Nous pensons qu’il n’y pas de "crise des migrants"mais une crise des institutions et de l’accueil des personnes exilées. La "crise des migrants" est une construction politique et médiatique qui cherche à diffuser l’idée d’un envahissement de l’Europe pour justifier des politiques impérialistes et racistes de ségrégation des exilé.e.s. n’hésitant pas à manipuler les chiffres de l’immigration (notamment par Frontex en 2015). Rappelons ici que la totalité des demandes d’asile déposées dans l’UE ces dix dernières années représente moins de 1% de sa population et que 75% des migrations dans le monde se font entre les pays dits "des Suds". Cet usage médiatique et politique des chiffres, cherche à justifier les mesures répressives en présentant les exilé.e.s soit comme des personnes dangereuses soit comme des victimes des passeurs, mais jamais comme des exilée.e.s fuyant les conséquences de l’impérialisme occidental.

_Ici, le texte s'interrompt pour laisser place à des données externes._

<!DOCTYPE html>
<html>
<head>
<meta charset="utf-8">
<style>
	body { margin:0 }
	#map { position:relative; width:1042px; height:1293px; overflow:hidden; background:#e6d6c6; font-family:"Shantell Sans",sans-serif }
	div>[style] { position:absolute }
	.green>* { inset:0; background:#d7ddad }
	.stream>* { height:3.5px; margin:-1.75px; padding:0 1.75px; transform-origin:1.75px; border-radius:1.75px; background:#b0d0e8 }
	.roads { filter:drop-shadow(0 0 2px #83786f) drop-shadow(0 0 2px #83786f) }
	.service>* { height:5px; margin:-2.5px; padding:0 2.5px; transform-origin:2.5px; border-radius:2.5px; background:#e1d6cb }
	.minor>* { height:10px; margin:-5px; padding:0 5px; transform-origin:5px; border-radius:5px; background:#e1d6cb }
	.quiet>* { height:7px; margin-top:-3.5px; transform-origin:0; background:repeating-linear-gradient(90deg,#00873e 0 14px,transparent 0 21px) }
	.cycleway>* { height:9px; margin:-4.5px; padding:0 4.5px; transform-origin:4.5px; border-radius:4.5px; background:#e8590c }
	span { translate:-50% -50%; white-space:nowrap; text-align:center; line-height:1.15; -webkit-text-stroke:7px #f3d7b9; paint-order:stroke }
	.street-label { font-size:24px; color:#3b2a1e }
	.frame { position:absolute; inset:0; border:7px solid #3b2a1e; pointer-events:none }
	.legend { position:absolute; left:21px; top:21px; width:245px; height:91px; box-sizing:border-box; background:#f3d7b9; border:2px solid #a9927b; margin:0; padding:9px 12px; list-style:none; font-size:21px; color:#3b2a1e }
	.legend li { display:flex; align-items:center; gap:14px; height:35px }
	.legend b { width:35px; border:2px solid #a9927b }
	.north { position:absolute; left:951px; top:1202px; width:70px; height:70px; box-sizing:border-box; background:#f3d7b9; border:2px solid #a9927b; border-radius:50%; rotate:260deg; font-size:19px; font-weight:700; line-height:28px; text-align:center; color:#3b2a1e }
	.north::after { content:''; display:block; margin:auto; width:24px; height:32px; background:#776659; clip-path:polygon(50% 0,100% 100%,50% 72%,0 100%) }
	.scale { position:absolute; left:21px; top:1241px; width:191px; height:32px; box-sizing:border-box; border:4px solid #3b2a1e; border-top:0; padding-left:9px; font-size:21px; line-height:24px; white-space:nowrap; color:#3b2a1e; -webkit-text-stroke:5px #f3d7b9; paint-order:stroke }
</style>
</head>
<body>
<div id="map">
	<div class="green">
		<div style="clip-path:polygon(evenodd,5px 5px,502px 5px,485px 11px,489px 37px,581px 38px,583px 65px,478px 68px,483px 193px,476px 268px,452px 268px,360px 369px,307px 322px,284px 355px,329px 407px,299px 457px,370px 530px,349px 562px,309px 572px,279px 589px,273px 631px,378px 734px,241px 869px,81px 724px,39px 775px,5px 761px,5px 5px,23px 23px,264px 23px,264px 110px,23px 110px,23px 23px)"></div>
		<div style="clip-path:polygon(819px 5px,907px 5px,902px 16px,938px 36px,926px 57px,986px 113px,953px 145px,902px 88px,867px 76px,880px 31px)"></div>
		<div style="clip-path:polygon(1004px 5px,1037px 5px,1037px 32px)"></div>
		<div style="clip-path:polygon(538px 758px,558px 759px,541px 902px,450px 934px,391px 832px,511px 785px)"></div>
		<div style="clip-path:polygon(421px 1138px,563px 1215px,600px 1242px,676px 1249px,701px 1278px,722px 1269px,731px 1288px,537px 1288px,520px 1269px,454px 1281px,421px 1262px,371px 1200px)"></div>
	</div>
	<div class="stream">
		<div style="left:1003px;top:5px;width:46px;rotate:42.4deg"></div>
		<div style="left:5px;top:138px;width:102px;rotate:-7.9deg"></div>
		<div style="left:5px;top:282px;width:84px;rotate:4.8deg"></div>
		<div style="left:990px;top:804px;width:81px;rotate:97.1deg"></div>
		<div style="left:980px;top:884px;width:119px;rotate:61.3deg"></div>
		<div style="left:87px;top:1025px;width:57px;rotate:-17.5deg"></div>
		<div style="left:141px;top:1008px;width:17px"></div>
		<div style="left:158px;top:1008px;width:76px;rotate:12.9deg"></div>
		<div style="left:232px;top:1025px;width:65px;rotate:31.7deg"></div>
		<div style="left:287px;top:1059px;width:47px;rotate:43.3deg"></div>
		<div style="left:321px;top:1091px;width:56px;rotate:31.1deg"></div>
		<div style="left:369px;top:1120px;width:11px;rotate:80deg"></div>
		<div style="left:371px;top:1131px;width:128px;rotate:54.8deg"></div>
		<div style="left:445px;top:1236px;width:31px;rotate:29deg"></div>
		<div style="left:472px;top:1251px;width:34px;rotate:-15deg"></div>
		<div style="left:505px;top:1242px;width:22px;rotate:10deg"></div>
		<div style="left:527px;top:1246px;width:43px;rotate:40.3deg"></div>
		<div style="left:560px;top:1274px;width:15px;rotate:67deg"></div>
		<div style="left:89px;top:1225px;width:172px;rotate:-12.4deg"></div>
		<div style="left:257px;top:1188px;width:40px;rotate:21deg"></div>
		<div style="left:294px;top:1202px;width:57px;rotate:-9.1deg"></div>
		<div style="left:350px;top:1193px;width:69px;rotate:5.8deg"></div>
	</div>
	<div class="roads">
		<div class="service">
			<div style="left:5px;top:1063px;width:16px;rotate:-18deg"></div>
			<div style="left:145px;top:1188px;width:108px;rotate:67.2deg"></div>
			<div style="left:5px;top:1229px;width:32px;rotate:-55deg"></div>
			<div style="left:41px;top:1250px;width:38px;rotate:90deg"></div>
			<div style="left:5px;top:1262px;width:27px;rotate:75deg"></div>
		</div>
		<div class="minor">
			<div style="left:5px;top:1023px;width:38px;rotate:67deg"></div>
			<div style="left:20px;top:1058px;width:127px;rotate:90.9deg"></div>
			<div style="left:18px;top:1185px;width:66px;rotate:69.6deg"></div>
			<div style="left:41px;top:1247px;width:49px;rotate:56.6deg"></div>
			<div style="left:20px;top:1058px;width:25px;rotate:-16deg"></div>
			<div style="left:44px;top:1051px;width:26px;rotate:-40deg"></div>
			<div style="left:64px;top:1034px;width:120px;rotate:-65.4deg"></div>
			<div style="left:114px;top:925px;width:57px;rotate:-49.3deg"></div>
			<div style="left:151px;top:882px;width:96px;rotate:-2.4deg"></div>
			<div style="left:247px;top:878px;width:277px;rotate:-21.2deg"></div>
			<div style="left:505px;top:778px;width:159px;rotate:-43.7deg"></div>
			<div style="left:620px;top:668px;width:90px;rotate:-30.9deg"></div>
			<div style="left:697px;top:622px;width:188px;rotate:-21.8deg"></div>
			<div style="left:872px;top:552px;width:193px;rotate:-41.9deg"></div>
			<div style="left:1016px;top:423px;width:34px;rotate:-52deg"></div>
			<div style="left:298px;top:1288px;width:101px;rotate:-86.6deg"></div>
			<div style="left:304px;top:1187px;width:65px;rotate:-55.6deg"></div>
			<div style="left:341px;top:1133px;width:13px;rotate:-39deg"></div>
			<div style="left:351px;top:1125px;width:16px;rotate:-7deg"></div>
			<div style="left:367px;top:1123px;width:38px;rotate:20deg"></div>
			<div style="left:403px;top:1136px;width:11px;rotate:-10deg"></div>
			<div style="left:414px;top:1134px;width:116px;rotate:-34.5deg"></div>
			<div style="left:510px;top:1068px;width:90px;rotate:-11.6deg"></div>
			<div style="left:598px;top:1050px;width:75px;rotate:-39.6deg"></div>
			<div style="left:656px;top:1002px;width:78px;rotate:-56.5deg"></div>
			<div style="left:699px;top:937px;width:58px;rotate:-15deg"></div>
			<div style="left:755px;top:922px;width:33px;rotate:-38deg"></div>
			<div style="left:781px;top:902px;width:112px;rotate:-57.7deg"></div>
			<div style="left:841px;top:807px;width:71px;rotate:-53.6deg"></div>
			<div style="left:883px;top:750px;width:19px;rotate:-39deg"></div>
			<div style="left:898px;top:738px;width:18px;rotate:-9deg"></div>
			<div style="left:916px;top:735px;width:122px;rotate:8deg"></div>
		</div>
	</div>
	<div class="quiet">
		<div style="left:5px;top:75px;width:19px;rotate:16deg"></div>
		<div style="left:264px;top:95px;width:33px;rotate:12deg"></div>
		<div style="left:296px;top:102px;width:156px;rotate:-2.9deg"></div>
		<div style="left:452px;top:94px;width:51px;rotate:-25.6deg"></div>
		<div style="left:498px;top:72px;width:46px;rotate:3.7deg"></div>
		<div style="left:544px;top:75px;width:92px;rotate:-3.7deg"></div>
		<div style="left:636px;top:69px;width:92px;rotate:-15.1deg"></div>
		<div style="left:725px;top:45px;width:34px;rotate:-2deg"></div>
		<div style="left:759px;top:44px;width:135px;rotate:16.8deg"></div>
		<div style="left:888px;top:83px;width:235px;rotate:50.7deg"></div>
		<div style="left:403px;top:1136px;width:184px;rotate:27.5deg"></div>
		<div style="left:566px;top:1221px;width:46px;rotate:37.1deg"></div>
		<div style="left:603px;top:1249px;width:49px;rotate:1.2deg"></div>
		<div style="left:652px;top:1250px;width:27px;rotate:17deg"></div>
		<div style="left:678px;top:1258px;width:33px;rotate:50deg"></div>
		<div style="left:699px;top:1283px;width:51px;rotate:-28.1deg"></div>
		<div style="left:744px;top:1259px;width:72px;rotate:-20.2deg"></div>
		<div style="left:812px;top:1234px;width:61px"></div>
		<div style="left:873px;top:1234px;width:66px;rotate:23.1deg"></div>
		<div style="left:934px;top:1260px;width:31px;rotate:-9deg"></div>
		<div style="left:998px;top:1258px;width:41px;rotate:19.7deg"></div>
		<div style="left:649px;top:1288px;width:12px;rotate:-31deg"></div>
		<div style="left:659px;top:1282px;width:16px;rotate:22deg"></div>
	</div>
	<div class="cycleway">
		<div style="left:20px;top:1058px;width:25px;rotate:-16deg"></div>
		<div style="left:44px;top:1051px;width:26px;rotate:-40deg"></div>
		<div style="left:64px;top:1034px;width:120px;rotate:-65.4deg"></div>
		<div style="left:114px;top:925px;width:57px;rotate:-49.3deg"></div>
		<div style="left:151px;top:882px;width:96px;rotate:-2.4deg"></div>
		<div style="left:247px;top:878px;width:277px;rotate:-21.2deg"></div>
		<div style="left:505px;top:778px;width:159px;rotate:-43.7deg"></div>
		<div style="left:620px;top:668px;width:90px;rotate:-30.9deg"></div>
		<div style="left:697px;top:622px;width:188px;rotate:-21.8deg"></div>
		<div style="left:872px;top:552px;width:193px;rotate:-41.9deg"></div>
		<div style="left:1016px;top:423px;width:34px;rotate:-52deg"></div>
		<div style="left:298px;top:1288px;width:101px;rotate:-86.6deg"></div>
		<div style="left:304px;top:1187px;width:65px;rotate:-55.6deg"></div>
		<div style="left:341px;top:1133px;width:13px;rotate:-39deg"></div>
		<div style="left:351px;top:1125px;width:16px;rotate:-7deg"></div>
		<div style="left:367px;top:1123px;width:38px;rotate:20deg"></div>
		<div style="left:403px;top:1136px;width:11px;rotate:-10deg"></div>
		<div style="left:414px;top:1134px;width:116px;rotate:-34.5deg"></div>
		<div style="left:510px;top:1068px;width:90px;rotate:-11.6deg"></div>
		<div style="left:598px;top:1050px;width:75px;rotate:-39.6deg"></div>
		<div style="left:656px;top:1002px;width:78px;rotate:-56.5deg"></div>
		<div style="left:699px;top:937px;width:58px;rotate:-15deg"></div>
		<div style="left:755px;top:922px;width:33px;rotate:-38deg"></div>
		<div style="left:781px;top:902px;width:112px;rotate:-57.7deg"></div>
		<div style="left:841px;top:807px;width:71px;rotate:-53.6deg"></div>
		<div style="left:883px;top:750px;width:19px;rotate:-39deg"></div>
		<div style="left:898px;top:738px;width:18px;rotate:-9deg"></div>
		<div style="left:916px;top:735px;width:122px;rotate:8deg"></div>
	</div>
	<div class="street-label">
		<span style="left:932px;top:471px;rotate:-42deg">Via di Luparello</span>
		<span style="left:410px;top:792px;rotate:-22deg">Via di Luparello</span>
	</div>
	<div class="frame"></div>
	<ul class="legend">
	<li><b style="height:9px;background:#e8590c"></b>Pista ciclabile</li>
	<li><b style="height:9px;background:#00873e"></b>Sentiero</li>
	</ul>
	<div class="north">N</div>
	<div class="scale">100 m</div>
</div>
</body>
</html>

Ce colloque n’a aucune ambition critique. La seule intervenante associative (responsable des questions européennes à La Cimade) parle des "Conséquences pour les ONG". A aucun moment, les personnes exilées, pourtant premières concernées, ne sont invitées à participer au colloque. Les conséquences, pourtant mortelles, des actions de Frontex ne sont questionnées que par le prisme du contrôle judiciaire de l’agence, par quelques universitaires venus de toute la France. Il est encore plus problématique de constater que les intervenants non-académiques sont soit des flics soit des technocrates.

Les organisateur.ice.s du colloque ont invité Michel Quillé, le président d’Euromed Police IV. Cet ancien commissaire de police est reconverti depuis les années 2000 dans le lucratif business de l’expertise en sécurité qui l’a amené à obtenir des responsabilités dans différentes institutions de la sécurité. Aujourd’hui il est le président d’un "projet" financé par l’Union Europénne (2016-2020) et mis en oeuvre par Civipol, un consortium administré par l’Etat français (40%) et des entreprises d’armement. Au delà de ce personnage peu fréquentable, sont également invités des technocrates comme Hervé Yves Caniard, le directeur de l’Unité des Affaires Juridiques de Frontex, ou Matthieu Chavrier, conseiller au Service juridique du Conseil européen et du Conseil de l’Union européenne, responsable des domaines de Schengen et des questions migratoires. Léa Hannaoui-Saulais, ancienne assistante parlementaire de Rachida Dati, est maintenant "Policy officer" au service "Migration and Home Affairs" de la Commission européenne, responsable de la politique de l’UE concernant la migration et les affaires intérieures.

Ces personnages ne sont pas anecdotiques. Ils et elles sont les artisan.ne.s de l’ombre des politiques qui traquent, trient et précarisent les personnes exilées.

Le fait que le colloque se déroule à l’IMAG n’est probabblement pas non plus un hasard.

Ce bâtiment, l’un des plus sécurisé du campus (caméras, portiques à badge...), accueille les activités de différents laboratoires de l’ « Institut d’informatique et mathématiques appliquées » et a notamment pour objectif de "faciliter le transfert des recherches en laboratoire vers l’industrie". Les représentants de Frontex, comme ceux de l’Union Européenne ou d’Euromed Police, ne manqueront pas d’y croiser des spécialistes des nouvelles technologies pour le contrôle des populations.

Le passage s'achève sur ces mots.